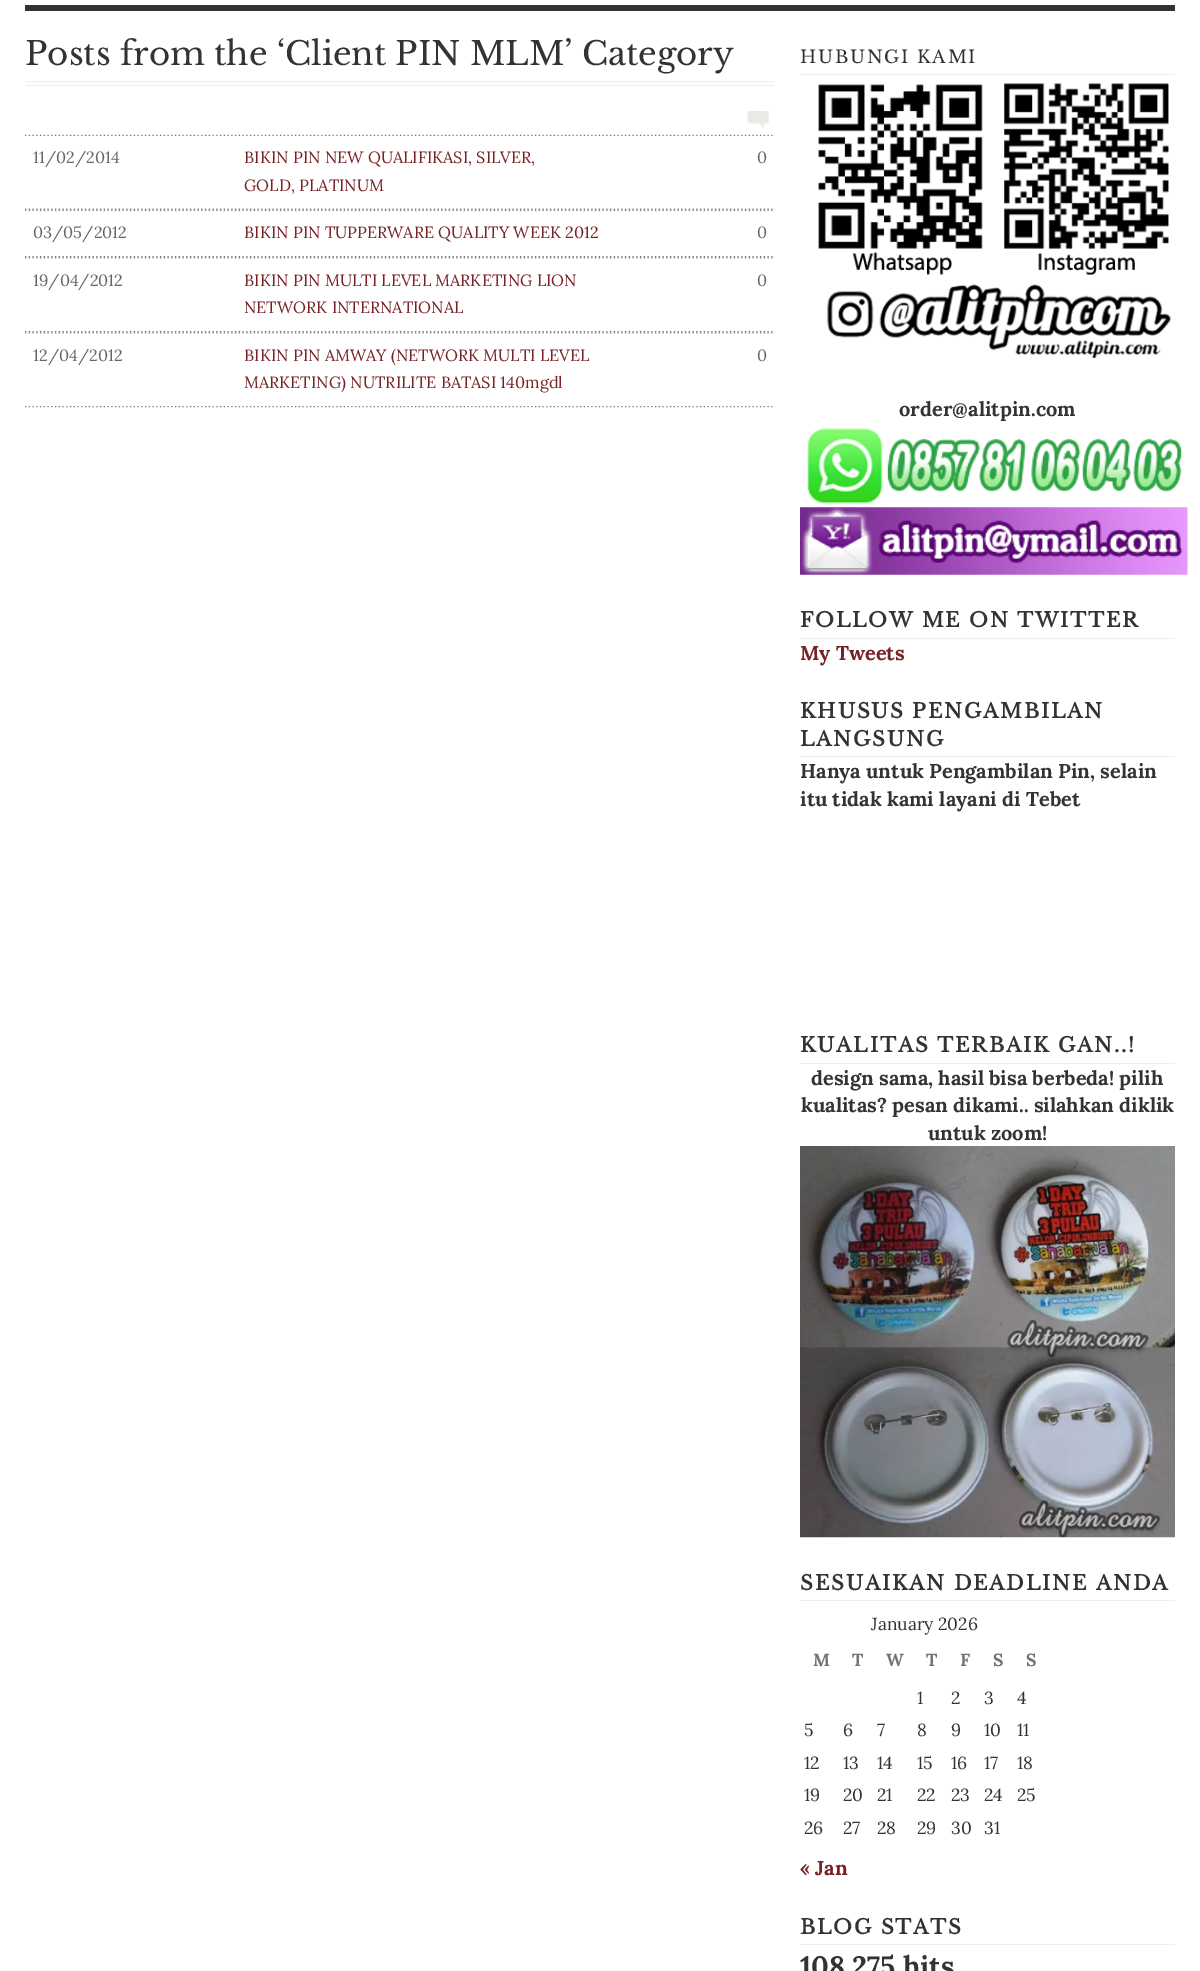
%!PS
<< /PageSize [1200 1971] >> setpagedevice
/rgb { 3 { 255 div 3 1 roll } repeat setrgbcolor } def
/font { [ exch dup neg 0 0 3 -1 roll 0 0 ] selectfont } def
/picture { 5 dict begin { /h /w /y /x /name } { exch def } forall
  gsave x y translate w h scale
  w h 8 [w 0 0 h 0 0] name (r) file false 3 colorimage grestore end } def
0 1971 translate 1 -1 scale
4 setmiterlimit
255 255 255 rgb
0 0 1200 1971 rectfill
[
  [25 5 1150 6 51 51 51]
  [25 81 750 1 238 238 238]
  [25 85 750 1 238 238 238]
] { aload pop rgb rectfill } forall
(img/1.rgb) 747 111 22 18 picture
(img/2.rgb) 25 208 750 2 picture
(img/3.rgb) 25 134 750 2 picture
(img/4.rgb) 25 256 750 2 picture
(img/5.rgb) 25 209 750 2 picture
(img/4.rgb) 25 331 750 2 picture
(img/6.rgb) 25 257 750 2 picture
(img/4.rgb) 25 406 750 2 picture
(img/6.rgb) 25 332 750 2 picture
800 74 375 1 rectfill
(img/7.rgb) 818 83 353 275 picture
(img/8.rgb) 807 428 376 76 picture
(img/9.rgb) 800 507 388 68 picture
[
  [800 638 375 1 238 238 238]
  [800 756 375 1 238 238 238]
  [800 1063 375 1 238 238 238]
] { aload pop rgb rectfill } forall
(img/10.rgb) 800 1146 375 392 picture
800 1600 375 1 rectfill
800 1944 375 1 rectfill
/LibreBaskerville-Regular 32.5 font
51 51 51 rgb
25 65 moveto (Posts from the ‘Client PIN MLM’ Category) show
/Lora-Regular 16.25 font
102 102 102 rgb
33 163 moveto (11/02/2014) show
119 33 36 rgb
244 163 moveto (BIKIN PIN NEW QUALIFIKASI, SILVER,) show
102 102 102 rgb
757 163 moveto (0) show
119 33 36 rgb
244 191 moveto (GOLD, PLATINUM) show
102 102 102 rgb
33 238 moveto (03/05/2012) show
119 33 36 rgb
244 238 moveto (BIKIN PIN TUPPERWARE QUALITY WEEK 2012) show
102 102 102 rgb
757 238 moveto (0) show
33 286 moveto (19/04/2012) show
119 33 36 rgb
244 286 moveto (BIKIN PIN MULTI LEVEL MARKETING LION) show
102 102 102 rgb
757 286 moveto (0) show
119 33 36 rgb
244 313 moveto (NETWORK INTERNATIONAL) show
102 102 102 rgb
33 361 moveto (12/04/2012) show
119 33 36 rgb
244 361 moveto (BIKIN PIN AMWAY \(NETWORK MULTI LEVEL) show
102 102 102 rgb
757 361 moveto (0) show
119 33 36 rgb
244 388 moveto (MARKETING\) NUTRILITE BATASI 140mgdl) show
/LibreBaskerville-Regular 17.5 font
51 51 51 rgb
800 63 moveto 1.75 0 (HUBUNGI KAMI) ashow
/Lora-Bold 20 font
899 416 moveto (order@alitpin.com) show
/LibreBaskerville-Bold 20 font
800 627 moveto 1.75 0 (FOLLOW ME ON TWITTER) ashow
/Lora-Bold 20 font
119 33 36 rgb
800 660 moveto (My Tweets) show
/LibreBaskerville-Bold 20 font
51 51 51 rgb
800 718 moveto 1.75 0 (KHUSUS PENGAMBILAN) ashow
800 746 moveto 1.75 0 (LANGSUNG) ashow
/Lora-Bold 20 font
800 778 moveto (Hanya untuk Pengambilan Pin, selain) show
800 806 moveto (itu tidak kami layani di Tebet) show
/LibreBaskerville-Bold 20 font
800 1052 moveto 1.75 0 (KUALITAS TERBAIK GAN..!) ashow
/Lora-Bold 20 font
[
  [(design sama, hasil bisa berbeda! pilih) 811 1085]
  [(kualitas? pesan dikami.. silahkan diklik) 801 1112]
  [(untuk zoom!) 928 1140]
] { aload pop moveto show } forall
/LibreBaskerville-Bold 20 font
800 1590 moveto 1.75 0 (SESUAIKAN DEADLINE ANDA) ashow
/Lora-Regular 17.5 font
871 1630 moveto (January 2026) show
/Lora-Bold 17.5 font
115 115 115 rgb
[
  [(M) 813 1666]
  [(T) 852 1666]
  [(W) 886 1666]
  [(T) 926 1666]
  [(F) 960 1666]
  [(S) 993 1666]
  [(S) 1026 1666]
] { aload pop moveto show } forall
/Lora-Regular 17.5 font
51 51 51 rgb
[
  [(1) 917 1704]
  [(2) 951 1704]
  [(3) 984 1704]
  [(4) 1017 1704]
  [(5) 804 1736]
  [(6) 843 1736]
  [(7) 877 1736]
  [(8) 917 1736]
  [(9) 951 1736]
  [(10) 984 1736]
  [(11) 1017 1736]
  [(12) 804 1769]
  [(13) 843 1769]
  [(14) 877 1769]
  [(15) 917 1769]
  [(16) 951 1769]
  [(17) 984 1769]
  [(18) 1017 1769]
  [(19) 804 1801]
  [(20) 843 1801]
  [(21) 877 1801]
  [(22) 917 1801]
  [(23) 951 1801]
  [(24) 984 1801]
  [(25) 1017 1801]
  [(26) 804 1834]
  [(27) 843 1834]
  [(28) 877 1834]
  [(29) 917 1834]
  [(30) 951 1834]
  [(31) 984 1834]
] { aload pop moveto show } forall
/Lora-Bold 20 font
119 33 36 rgb
800 1875 moveto (« Jan) show
/LibreBaskerville-Bold 20 font
51 51 51 rgb
800 1934 moveto 1.75 0 (BLOG STATS) ashow
/Lora-Bold 28 font
800 1976 moveto (108,275 hits) show
showpage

......

> **Work item**
Include the first line of the records, the line containing "gsave x y translate w h scale", and every line between them, repeated exactly. Skip the pictures.

> **Solution below**
%!PS
<< /PageSize [1200 1971] >> setpagedevice
/rgb { 3 { 255 div 3 1 roll } repeat setrgbcolor } def
/font { [ exch dup neg 0 0 3 -1 roll 0 0 ] selectfont } def
/picture { 5 dict begin { /h /w /y /x /name } { exch def } forall
  gsave x y translate w h scale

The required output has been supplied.